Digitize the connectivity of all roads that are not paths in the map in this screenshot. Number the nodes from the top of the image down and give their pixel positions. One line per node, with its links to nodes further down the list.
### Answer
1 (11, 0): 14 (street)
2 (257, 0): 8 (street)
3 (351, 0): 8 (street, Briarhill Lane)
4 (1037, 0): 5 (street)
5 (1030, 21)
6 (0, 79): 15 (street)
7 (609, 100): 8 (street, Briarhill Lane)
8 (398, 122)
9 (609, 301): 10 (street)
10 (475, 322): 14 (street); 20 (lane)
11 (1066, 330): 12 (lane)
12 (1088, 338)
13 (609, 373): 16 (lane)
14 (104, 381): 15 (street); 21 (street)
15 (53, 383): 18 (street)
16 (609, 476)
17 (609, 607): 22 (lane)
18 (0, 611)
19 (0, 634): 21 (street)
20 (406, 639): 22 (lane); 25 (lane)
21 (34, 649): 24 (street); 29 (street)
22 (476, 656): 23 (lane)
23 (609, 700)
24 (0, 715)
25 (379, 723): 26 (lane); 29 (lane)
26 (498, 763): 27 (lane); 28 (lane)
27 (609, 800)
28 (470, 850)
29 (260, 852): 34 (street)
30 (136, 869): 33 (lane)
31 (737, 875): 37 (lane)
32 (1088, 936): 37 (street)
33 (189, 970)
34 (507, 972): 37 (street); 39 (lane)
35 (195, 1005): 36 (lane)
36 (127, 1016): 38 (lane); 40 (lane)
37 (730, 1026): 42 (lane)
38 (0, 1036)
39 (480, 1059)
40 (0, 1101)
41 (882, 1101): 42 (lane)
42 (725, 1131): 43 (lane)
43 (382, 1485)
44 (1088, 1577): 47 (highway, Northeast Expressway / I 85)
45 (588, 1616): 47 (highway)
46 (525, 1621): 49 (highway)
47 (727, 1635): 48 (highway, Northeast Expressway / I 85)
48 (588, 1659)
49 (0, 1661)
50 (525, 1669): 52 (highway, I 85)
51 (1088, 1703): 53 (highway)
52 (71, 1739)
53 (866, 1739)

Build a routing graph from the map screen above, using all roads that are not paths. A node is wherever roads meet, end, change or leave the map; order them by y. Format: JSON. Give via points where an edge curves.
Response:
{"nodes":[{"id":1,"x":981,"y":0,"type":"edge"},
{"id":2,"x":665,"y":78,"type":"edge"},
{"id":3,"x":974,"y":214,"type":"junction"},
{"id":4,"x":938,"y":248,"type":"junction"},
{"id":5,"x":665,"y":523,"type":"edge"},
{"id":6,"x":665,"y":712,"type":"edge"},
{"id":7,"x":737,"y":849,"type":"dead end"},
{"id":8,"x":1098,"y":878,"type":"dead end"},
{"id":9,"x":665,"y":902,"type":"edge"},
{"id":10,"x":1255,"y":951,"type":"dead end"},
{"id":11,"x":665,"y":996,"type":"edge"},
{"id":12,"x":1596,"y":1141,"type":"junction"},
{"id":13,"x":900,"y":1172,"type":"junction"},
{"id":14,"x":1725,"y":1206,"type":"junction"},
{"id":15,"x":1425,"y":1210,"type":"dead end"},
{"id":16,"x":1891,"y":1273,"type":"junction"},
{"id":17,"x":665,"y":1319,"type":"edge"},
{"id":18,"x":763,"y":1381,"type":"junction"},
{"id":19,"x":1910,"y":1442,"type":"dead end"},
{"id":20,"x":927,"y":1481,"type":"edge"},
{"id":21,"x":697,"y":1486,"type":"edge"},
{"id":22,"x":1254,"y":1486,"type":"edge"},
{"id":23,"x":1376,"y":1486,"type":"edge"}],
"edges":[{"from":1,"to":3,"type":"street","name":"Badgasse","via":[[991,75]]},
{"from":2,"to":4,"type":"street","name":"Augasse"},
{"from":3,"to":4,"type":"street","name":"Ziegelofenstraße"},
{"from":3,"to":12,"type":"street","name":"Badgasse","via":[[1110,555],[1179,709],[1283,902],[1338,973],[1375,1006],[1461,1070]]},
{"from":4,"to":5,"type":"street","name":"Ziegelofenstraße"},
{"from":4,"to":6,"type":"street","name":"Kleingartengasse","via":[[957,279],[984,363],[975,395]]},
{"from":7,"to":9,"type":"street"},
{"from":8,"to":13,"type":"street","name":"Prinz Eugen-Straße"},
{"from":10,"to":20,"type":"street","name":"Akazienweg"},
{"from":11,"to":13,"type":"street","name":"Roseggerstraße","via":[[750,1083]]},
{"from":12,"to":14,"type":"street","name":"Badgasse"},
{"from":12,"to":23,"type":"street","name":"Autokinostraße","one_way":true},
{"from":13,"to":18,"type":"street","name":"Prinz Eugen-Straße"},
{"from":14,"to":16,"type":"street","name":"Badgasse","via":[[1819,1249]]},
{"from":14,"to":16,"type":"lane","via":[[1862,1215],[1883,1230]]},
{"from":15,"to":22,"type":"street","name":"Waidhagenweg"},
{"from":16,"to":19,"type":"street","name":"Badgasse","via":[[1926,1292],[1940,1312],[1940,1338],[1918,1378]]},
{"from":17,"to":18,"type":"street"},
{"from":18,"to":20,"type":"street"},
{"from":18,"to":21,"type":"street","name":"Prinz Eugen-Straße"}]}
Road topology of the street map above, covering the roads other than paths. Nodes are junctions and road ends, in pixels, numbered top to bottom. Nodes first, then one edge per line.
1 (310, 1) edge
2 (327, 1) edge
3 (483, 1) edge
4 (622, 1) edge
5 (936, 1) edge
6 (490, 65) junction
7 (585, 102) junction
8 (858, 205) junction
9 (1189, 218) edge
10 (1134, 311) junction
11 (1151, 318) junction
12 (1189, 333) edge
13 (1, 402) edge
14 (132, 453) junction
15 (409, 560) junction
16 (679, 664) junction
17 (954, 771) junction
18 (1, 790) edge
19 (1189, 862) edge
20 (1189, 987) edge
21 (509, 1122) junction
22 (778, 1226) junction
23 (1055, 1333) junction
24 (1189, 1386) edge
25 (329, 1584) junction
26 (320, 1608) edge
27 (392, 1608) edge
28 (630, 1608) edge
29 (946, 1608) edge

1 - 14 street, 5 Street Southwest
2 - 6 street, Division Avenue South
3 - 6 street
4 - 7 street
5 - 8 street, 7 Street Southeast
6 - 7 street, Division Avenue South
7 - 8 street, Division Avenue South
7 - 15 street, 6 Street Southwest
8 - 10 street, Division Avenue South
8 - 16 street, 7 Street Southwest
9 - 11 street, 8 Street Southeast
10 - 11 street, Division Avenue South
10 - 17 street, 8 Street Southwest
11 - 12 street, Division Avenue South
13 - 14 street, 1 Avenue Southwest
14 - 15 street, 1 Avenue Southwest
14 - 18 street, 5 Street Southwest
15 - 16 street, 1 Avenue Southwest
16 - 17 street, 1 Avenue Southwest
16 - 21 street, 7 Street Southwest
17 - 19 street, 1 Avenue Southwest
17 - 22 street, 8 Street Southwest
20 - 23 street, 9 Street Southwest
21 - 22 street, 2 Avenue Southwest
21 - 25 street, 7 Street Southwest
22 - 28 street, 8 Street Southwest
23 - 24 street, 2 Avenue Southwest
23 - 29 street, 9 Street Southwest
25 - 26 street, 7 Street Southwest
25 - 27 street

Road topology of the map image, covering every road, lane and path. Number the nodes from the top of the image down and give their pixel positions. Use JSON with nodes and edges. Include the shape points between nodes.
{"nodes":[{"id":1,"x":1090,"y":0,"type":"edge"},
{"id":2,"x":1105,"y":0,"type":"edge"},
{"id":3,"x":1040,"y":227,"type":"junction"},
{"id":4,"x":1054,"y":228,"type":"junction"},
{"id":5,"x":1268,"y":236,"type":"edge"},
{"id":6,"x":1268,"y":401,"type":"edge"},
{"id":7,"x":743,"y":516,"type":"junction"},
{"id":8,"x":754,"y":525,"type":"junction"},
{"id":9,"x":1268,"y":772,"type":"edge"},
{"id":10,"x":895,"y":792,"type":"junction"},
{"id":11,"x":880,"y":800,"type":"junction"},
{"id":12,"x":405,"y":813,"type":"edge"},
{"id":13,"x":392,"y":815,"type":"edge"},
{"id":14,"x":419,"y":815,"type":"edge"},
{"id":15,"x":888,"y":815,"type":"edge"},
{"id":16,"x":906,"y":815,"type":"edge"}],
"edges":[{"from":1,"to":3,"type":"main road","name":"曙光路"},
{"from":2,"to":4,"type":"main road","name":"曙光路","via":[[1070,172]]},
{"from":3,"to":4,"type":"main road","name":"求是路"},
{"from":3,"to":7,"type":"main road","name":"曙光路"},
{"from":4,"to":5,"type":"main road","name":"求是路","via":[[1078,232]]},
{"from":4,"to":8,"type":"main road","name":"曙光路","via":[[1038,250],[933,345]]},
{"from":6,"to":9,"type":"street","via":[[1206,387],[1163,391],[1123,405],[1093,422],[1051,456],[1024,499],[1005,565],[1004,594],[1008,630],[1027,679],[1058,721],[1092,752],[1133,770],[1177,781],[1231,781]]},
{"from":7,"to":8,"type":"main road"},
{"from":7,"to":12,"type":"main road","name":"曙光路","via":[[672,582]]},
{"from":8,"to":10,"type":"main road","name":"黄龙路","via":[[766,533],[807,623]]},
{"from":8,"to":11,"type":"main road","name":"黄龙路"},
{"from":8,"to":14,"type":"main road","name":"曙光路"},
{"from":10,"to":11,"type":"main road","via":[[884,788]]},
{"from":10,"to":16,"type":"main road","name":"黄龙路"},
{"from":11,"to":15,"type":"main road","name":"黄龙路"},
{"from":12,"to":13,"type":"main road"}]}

- **About this task**
Go through the listing above and copy each line in which the string "Expressway" is found.

- **Output for this task**
44 (1088, 1577): 47 (highway, Northeast Expressway / I 85)
47 (727, 1635): 48 (highway, Northeast Expressway / I 85)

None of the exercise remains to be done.